Denim got away with it somehow, or got away with a variation on this sort of necromancy, but there seemed to be a peculiarly militant purpose there. Billy Childish justifies what he does by arguing that if something still works, then you may as well put it to use, which is after all why so many blues records still sound powerful half a century later; but I just don't know with Stereolab. There's a track on Sound-Dust which sounds like fucking Lily the Pink, which is just being cunty for the sake of it, if you ask me - which you sort of did by virtue of your having read this far.
It's all bollocks.
Switched On was the first Stereolab record I heard, given to me for my birthday by my girlfriend of the time, and I didn't really listen to it until a few nights before we were about to split up, nearly a year later. She was moving away and I knew it wasn't going to last much longer, which was probably for the best but it was a weird time. I was confused, upset, couldn't sleep, and I stayed up one night listening to this record over and over until about four in the morning; and it sounded perfect, almost happy with a profound twist of melancholia, a feeling which couldn't even be described in words. It's in the drone and the repetition, the contrast of the chug with sweet voices, and the key change which takes three or four minutes to build to a peak and then pulls your heart out when it flips over.

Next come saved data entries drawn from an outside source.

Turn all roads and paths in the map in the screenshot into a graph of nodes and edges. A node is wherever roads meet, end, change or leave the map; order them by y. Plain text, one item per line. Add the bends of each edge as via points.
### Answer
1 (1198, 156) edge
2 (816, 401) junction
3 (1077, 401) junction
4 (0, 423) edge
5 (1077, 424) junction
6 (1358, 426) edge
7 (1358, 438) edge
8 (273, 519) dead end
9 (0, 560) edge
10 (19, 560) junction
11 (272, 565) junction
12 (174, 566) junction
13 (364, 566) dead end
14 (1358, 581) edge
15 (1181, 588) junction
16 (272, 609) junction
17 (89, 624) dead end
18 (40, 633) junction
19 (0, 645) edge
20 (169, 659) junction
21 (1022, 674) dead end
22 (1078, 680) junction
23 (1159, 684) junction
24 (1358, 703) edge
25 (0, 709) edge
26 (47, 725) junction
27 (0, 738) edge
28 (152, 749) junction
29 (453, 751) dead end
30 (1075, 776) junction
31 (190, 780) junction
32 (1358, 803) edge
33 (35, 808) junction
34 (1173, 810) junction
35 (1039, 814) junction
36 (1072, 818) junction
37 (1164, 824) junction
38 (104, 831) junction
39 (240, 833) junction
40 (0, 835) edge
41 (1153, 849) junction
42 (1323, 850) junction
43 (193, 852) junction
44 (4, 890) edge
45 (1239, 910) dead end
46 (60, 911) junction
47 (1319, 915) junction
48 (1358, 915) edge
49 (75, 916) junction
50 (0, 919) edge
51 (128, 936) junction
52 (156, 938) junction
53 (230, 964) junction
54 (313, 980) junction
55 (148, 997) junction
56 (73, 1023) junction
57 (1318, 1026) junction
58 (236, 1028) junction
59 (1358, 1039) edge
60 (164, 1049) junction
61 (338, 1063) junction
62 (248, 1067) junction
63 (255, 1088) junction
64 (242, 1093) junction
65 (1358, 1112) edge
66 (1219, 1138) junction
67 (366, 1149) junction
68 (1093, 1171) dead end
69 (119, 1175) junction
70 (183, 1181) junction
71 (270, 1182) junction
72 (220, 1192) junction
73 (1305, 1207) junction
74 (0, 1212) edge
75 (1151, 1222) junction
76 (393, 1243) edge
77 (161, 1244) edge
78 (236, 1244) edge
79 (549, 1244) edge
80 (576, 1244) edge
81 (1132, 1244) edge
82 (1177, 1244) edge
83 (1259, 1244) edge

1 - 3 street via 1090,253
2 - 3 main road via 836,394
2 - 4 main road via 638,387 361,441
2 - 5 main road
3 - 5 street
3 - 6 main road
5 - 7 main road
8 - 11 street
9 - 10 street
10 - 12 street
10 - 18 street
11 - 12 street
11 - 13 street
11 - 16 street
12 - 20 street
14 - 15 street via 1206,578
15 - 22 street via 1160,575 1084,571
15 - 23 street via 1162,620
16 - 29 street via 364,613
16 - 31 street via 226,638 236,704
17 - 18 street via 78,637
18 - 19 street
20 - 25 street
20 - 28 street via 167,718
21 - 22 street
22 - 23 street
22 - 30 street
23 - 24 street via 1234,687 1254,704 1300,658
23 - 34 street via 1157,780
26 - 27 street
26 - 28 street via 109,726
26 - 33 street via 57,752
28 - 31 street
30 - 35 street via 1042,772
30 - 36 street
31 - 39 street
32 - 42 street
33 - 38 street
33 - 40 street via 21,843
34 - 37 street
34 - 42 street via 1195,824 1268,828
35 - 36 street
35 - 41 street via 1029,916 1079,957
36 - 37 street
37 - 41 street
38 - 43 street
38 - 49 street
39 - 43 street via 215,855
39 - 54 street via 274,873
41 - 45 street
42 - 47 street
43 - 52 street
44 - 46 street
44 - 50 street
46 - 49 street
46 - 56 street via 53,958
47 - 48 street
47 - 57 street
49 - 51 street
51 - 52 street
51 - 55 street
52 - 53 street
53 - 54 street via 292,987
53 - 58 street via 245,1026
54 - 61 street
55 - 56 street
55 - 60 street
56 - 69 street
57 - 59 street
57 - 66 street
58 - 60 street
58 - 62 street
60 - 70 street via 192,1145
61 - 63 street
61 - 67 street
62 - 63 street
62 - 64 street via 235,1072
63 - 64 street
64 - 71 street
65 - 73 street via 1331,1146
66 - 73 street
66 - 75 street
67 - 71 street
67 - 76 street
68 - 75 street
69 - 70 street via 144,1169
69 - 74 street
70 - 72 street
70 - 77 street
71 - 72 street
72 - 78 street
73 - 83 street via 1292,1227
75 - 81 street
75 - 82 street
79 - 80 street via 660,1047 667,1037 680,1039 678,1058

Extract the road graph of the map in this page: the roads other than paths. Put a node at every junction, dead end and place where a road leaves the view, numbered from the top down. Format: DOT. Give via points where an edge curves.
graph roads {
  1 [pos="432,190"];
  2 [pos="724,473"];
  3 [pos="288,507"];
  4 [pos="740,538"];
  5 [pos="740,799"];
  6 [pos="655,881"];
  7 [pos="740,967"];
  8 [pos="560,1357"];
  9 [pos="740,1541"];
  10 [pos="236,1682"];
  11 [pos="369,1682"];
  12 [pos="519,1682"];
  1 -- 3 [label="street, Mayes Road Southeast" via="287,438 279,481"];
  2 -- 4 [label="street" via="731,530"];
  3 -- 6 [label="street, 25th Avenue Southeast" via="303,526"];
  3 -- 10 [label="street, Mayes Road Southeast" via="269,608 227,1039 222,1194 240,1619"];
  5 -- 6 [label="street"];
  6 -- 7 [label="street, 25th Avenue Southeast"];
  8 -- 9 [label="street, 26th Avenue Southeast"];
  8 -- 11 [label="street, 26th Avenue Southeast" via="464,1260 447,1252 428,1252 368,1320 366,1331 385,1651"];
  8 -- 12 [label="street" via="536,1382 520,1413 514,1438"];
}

None of their other records ever came close for me, not compared to this one; and that is what music is about - not some wibbling crap longing for the security of the familiar because it's scary out there, or mathematical equations supposedly proving that Bob Dylan is 87% more betterer than Stormzy because he doesn't need to say cunt or bollocks to express himself. I couldn't give a shit what Switched On does in terms of musicology or whether anyone else in the universe gets the same out of it as I do. I only care what it does when I listen to it.